Provence & Côte d’Azur: Actor reveals love for his new wine venture in the Var
Brad Pitt approaches winemaking like a Hollywood film
Speaking to the US magazineWine Spectator, Brad Pitt, who bought the Miraval Estate winery with fiancée Angelina Jolie in 2012, explained that he approached this venture with the same determination as a Hollywood flick.
“For better or worse, given my compulsive nature, if we are going to be in the wine business, let’s make the best wine we can,’ the 50-year-old said. “I asked the question, ‘Why can’t we make world-class wine in Provence?’ Let’s approach it like a film, and let’s make something we can be proud of and all people can enjoy.”
Of course, Provence rosés are already world-class. But with fifth-generation winemaker Marc Perrin on their team, the Pitt-Jolie dynamic duo were definitely off to a good start. Their first 6,000 bottles, officially known as Jolie-Pitt & Perrin Côte de Provence Rosé Miraval, sold out within five hours of being offered online in France last March – a response which no-doubt fuelled Pitt’s new-found passion.
“I’m a farmer now. I love learning about the land and which field is most suitable for which grape, the drama of September and October: Are we picking today?
“Where are the sugar levels? How is the acidity? Is it going to rain? It’s been a schooling for me. In the off months, I enjoy cleaning the forest and walking the land.”
The sprawling Château Miraval estate, featuring 35-bedrooms and an adjoining 1,200 acre vineyard, was purchased for $60 million. It is situated in a valley at an altitude of 350 metres, where the vines “enjoy warm sunny days and cool nights, natural clay and chalk soils, plenty of water and organic farming practices,” according to the estate.

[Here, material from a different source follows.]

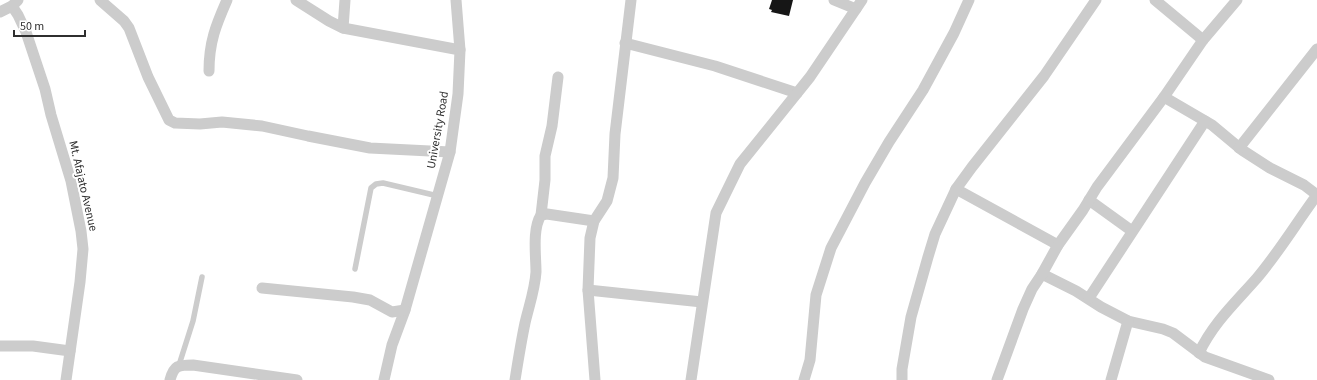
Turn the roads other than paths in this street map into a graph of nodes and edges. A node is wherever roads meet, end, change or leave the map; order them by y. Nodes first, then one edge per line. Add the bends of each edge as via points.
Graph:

Clearly, these are great conditions for rosé, but do they suit red wine? Pitt seems to think so. He plans to ignore the strict guidelines of the AOC (appellation d’origine contrôlée) and go out on a limb…
“What really interests me now are the reds. … It’s generally believed that Provence is not capable of producing a fine red. … I, with Marc and Pierre [Perrin], would like to create a wine which utilises the best attributes of our terroir, and outside the restrictions of the AOC, like what the Italians have achieved with their super Tuscans. We envision a superb Provence red. Give us seven years.”